王たちの冠

所有したものに統率力と判断力を与える「王たちの冠」をマンパンの大魔王から取り戻すために長く険しい旅を続けていたあなた。シャムタンティの丘を超えてトレパーニを抜け、"魔の罠の都"カーレを脱出し、不毛の大地バクランドを越え、イルクララ湖を渡ったあなたは、ついに低地ザメンへとたどり着いた。あとは低地ザメンの先にあるマンパン砦に忍び込み、首尾よく「王たちの冠」を取り戻すのみ。しかし、マンパン砦は警備が厳重で忍び込むだけでも人苦労な上、うまくもぐりこんだとしてもマンパンの大魔王を探すのがまた大変。4つのスローベンドアはうかつに近づけば死を招くし、砦内部の連中たちは、時にはあなたに力を貸してくれることもあるが、大半はあなたに対して悪意的だ。あなたを守る女神リーブラの手も、砦の中には届かない。しかし、それでもあなたは負けるわけには行かない。期待に満ちた目であなたを送り出してくれたアナランドの人々を、決して裏切るわけにはいかないのだ。あなたは決意を胸に、ほとんど人の入り込まないような低地ザメンの山を登っていくのだった……

王たちの冠を取り戻すための主人公のたびもあとわずかとなりましたが、砦への道は非常に険しく、また砦に忍び込んでからも多くの困難が主人公を待ち受けています。

砦に至るまでのたびでは、シーサテュロスジブ・ジブ、聖人コレタスといった面々との出会いが待っています。彼らの中には主人公の手助けをしてくれる者もおり、彼らと友好関係を築くことが冒険成功の第一歩となります。

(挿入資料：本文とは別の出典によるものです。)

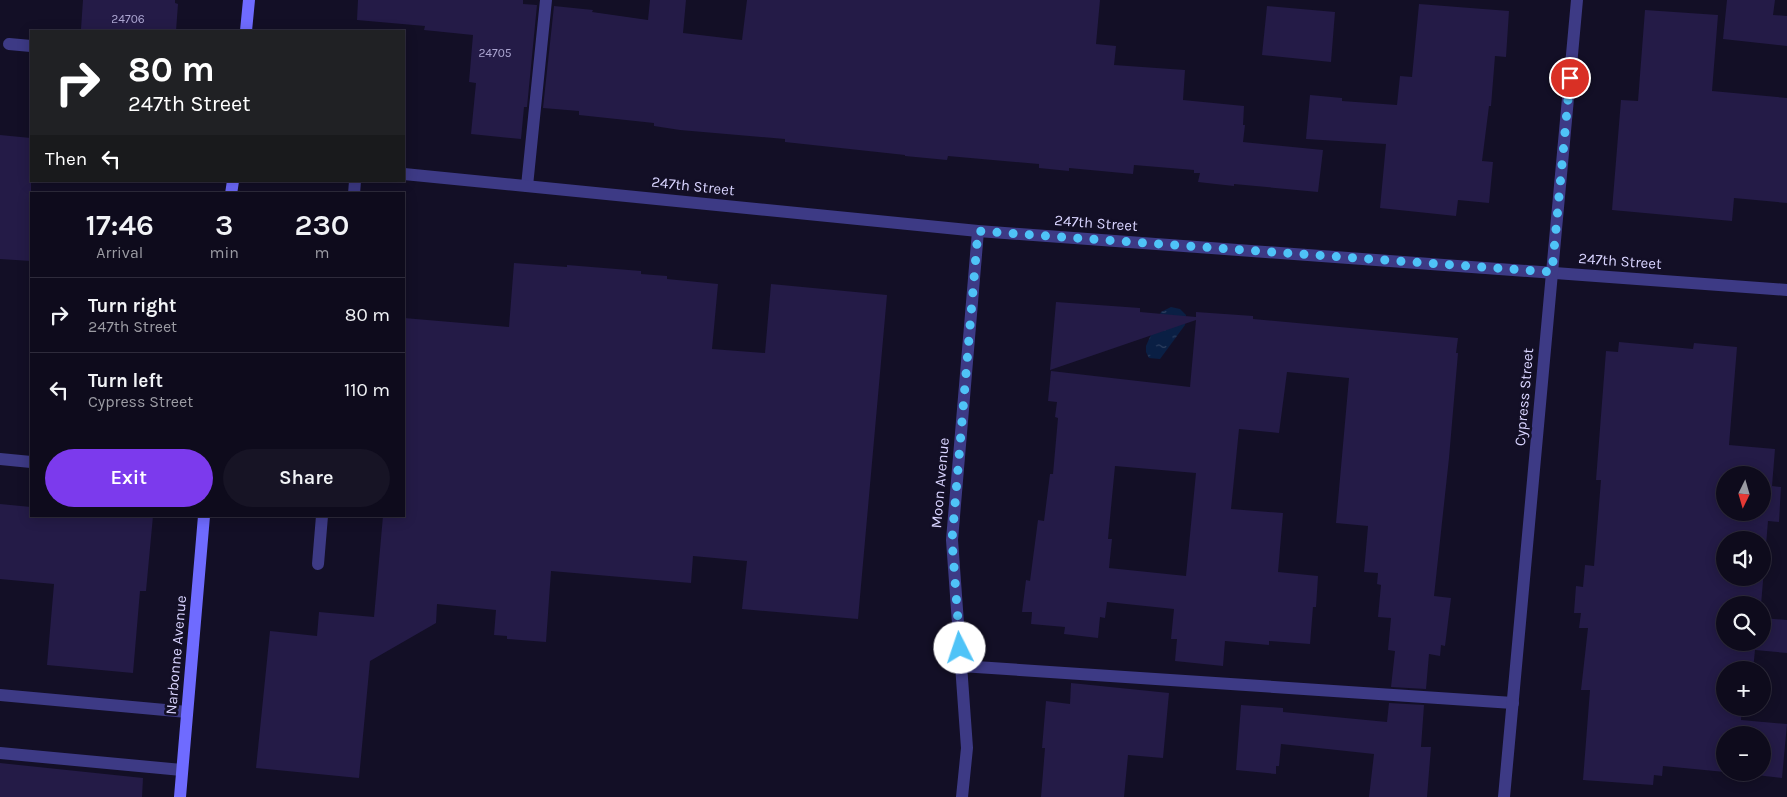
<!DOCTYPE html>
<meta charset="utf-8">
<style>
:root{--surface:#0e0b1c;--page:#171425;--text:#f1f3f6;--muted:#9b9ba3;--line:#2e2b3b;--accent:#7c3aed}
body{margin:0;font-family:Karla,sans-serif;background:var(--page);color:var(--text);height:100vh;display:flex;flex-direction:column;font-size:19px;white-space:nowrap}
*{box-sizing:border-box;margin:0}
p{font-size:16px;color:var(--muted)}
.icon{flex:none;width:28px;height:28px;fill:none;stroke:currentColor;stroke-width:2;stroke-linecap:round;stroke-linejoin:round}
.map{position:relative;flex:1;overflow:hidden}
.sheet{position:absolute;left:30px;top:192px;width:375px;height:325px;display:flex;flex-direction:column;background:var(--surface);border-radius:0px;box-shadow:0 2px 12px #0003,0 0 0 1px var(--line)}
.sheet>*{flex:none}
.guide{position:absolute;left:30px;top:30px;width:375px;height:152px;border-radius:0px;box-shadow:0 2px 12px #0003,0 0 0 1px var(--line);background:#202124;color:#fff;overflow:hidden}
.needle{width:32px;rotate:185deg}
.controls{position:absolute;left:1716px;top:466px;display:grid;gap:10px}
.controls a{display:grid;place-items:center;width:55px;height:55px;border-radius:50%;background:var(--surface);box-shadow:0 2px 12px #0003,0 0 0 1px var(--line);font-size:25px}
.pin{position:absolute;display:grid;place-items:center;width:42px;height:42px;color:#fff;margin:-21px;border:2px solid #fff;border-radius:50%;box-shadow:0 1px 5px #0007}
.me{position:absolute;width:55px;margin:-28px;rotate:356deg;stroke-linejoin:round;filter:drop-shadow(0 0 4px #0008)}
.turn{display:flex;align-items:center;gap:18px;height:105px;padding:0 15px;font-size:22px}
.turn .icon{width:65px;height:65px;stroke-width:2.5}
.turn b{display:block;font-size:35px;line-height:42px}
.then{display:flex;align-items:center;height:48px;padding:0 15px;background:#0003;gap:10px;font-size:19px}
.eta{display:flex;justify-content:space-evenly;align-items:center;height:85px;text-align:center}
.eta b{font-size:30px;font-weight:600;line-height:35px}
.button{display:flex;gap:10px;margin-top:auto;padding:10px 15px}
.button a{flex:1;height:58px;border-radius:30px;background:var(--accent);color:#fff;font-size:20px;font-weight:600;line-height:58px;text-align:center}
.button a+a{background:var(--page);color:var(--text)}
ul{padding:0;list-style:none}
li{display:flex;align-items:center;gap:15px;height:75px;padding:0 15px;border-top:1px solid var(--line)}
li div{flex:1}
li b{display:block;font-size:19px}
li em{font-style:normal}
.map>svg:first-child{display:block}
.water{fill:url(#water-ripples)}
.building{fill:#241b47;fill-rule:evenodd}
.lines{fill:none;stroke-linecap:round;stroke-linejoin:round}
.service{stroke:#3d3a85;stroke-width:12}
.minor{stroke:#3d3a85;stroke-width:12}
.secondary{stroke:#6f6bff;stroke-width:12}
.route{stroke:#4fc3f7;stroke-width:9;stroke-dasharray:0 16.2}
.labels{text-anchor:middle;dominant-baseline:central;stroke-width:5;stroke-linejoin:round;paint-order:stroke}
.number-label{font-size:12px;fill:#aca6d1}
.street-label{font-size:15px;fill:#d9d4ff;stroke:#130f26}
</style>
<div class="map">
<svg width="1787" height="797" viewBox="0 0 1787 797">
<defs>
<pattern id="water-ripples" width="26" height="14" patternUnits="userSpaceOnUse" patternTransform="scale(1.25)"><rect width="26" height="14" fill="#0a1f44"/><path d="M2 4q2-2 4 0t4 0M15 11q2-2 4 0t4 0" fill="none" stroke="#2d3f60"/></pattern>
</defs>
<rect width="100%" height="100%" fill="#130f26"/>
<!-- water -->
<polygon class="water" points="1171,307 1180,309 1186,315 1185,325 1160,359 1149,358 1146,352 1146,346 1161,312"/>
<!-- building -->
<g class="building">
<polygon points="83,0 175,0 175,3 178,4 176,31 108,31 81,29"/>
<polygon points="358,0 523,0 523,4 537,5 527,107 524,107 521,139 471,134 476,83 469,82 473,35 424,30 425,26 357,20"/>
<polygon points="650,0 686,0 683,33 742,40 747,0 1100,0 1096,44 1116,46 1114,65 1185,70 1183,100 1244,106 1243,125 1245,125 1243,142 1323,150 1318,192 1234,184 1234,186 1198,182 1200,173 1194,173 1194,170 1134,165 1133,174 1069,168 1069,171 1039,168 1039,164 948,156 947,160 905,156 905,155 785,142 785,139 680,130 654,126 654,123 579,115 579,111 543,108 554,6 593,10 592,12 648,20"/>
<polygon points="1727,0 1775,0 1773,15 1787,16 1787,46 1723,39"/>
<polygon points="1419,4 1509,11 1506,57 1495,56 1491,106 1489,106 1482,161 1493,162 1489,203 1458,200 1456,216 1380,208 1386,144 1306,139 1310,95 1342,98 1342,101 1397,105 1400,76 1412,77"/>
<polygon points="1267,6 1335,12 1331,62 1262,55"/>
<polygon points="1645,10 1718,15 1712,91 1787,98 1787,203 1734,198 1732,221 1612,210 1621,100 1638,101"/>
<polygon points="0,135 31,138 31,261 0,259"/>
<polygon points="514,263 567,267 567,265 641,271 641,274 667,276 667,279 718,284 712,349 765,353 771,284 887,295 858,619 742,609 747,561 693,556 691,583 551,571 546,642 507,639 507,636 494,635 496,610 437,604 436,623 370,661 359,778 256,768 270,631 317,636 319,612 374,617 383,516 404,516 404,318 509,327"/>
<path d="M1056,302L1140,308V312L1196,317V312L1253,316V319L1458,338L1456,353H1458L1449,458L1434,596L1451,598L1445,646L1441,645L1440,656L1429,654L1426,689L1391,687L1395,651L1388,650L1391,618L1378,617L1381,585L1377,584L1378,573L1364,572L1368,526L1336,523L1349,378L1287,372L1279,433L1239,429L1231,509L1283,513L1278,572L1318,576L1316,607H1313L1310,644L1269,641V645L1225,641L1223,666L1175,661L1177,639H1171L1174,609L1107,602L1105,618L1100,617L1098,638L1064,634L1065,627L1031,624L1032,612H1022L1026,580L1030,581L1038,520L1044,521L1050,474H1053L1058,418L1055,417L1057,402L1048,401L1051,371L1190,387L1196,320L1050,370ZM1115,466L1196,473L1186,576L1109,568L1112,539H1108Z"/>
<path d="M1619,342L1693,349L1694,343L1737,347L1729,445L1775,449L1772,486L1781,487L1779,522L1768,521L1761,605H1725V642H1762V618L1787,620V653L1755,650L1753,670H1725V708H1742L1741,720L1787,724L1782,778L1730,772H1762V735H1725V772L1663,766L1662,776L1654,775L1653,785L1583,780L1590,690H1581L1588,628H1579L1581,613H1574L1576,586L1583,587L1585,565L1594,566L1601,480H1596L1606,351L1618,352ZM1725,475H1762V512H1725ZM1725,540H1762V578H1725Z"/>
<polygon points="0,504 31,507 31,516 153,516 146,591 140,591 133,673 47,665 54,584 0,579"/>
<polygon points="1071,683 1169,693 1163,758 1128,755 1124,797 1041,797 1045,748 1042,748 1046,701 1070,704"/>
<polygon points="1389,703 1424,705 1421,747 1431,747 1427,797 1369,797 1374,754 1281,744 1279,766 1276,766 1276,774 1236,770 1241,705 1283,708 1283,712 1387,722"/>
<polygon points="0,763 143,778 142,797 0,797"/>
</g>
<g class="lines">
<!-- service -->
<g class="service">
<polyline points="9,44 31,46"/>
<polyline points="527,186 546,0"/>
<polyline points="354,194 355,181"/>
<polyline points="0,459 31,462"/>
<polyline points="318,564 322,516"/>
<polyline points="961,666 1513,703"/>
<polyline points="0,695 187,712"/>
<polyline points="0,753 182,770"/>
</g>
<!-- minor -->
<g class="minor">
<polyline points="404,174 978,231 1787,290"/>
<polyline points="962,797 967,748 952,540 978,231"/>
<polyline points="1504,797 1577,0"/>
</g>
<!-- secondary -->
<g class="secondary">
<polyline points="246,31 249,0"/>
<polyline points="231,194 233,181"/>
<polyline points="180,797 204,516"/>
</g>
</g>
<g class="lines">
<!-- route -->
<polyline class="route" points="960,648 952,540 978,231 1552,272 1570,78"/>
</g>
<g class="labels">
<!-- number labels -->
<g class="number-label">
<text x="128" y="19">24706</text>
<text x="495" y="53">24705</text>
</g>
<!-- street labels -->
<g class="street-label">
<text transform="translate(693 186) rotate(6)">247th Street</text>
<text transform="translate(1096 223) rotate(4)">247th Street</text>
<text transform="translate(1620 261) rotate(4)">247th Street</text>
<text transform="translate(1524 397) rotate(-85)">Cypress Street</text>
<text transform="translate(940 483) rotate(-85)">Moon Avenue</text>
<text transform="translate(176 655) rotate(-85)">Narbonne Avenue</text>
</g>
</g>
</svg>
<div class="controls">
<a><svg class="needle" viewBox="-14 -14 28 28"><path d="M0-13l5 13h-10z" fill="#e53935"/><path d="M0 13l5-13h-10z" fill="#9b9ba3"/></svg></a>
<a><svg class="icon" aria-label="sound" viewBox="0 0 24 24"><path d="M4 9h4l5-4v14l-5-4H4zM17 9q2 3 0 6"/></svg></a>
<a><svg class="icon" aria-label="search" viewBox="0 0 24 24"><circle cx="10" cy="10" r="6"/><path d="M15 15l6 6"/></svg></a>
<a>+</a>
<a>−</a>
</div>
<div class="pin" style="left:1570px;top:78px;background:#d93025"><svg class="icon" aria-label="arrive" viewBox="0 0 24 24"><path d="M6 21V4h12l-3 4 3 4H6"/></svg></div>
<svg class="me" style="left:960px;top:648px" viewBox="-20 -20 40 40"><circle r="19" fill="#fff"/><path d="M0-13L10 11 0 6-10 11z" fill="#4fc3f7"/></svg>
<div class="guide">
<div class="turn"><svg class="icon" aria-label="right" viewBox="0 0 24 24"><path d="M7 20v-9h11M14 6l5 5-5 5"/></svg><div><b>80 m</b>247th Street</div></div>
<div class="then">Then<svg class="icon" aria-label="left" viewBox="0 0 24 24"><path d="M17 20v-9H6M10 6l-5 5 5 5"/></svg></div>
</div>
<section class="sheet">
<div class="eta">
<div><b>17:46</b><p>Arrival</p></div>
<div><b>3</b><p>min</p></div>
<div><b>230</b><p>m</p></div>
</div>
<ul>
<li><svg class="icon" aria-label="right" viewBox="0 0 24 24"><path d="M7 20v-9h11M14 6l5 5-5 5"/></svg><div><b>Turn right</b><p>247th Street</p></div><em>80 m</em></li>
<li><svg class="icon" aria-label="left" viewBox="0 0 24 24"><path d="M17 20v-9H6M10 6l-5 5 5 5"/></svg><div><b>Turn left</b><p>Cypress Street</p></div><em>110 m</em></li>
</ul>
<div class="button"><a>Exit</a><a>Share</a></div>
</section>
</div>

マンパン砦ではリーブラの加護も届かず、自分ひとりの力で先への扉を発見し、砦の奥深くへと侵入していかなければなりません。七匹の大蛇を全て討伐していればアナランド人だと気がつかれることもなく冒険を進めることも可能ですが、逆に討ち漏らしがある場合は砦内部で痛い目にあうかもしれません。ブラックエルフレッドアイマカリティックや拷問の名手ナッガマンテなどの危険な、あるいは傲慢な輩があちらこちらで見受けられるこの砦では、一見誰も信頼できないように見えますが、砦内部をよく探索してみればあなたに力を貸してくれる篤志家と出会えることもあるでしょう。

さて、砦の本丸にたどり着くために最も厄介な仕掛けが、魔法で閉ざされた4つのスローベン・ドアです。この扉は何の変哲もない見た目に反して非常に危険なもので、無理やり通り抜けようとすると悲惨な結末を迎えることになります。扉のあけ方は砦の内部に住むさまざまな人物に尋ねることも可能ですが、この砦内部の住民が食わせ物で、中には嘘の合言葉を教える不貞な輩もいます。

ここまでくると通常の戦闘で命を落とすことは余りありません。その代わりに不適切な魔法の使用や、必要なアイテムを持っていないことによるバッドエンドに苦しめられることでしょう。3巻までの振る舞いによっては4巻でいくら頑張ろうとどうしようもなくなる、などという事態に陥ることもあるので、ゲームに行き詰った場合は以前の巻からやり直すことをオススメします。

挿絵の一つ。うかつに近づくと死を招く。

そしてゲーム終盤ではいよいよ謎の魔法「ZED」の秘密が明かされます。非常に強力ですが、使い方次第では取り返しの付かないことになる場合もあるので、魔法の使用の際には細心の注意を払うようにしましょう。

マンパンの大魔王の最期については評価が分かれるところです。いわゆるラスボスにしてはやられ方があっさりしすぎているという見方もできますが、一度大魔王のもとを素通りさせるという演出は良くできたものだと思います。

最後に攻略のヒントを1つ。自分の信仰する神は、軽々に変えないほうが身のためですよ。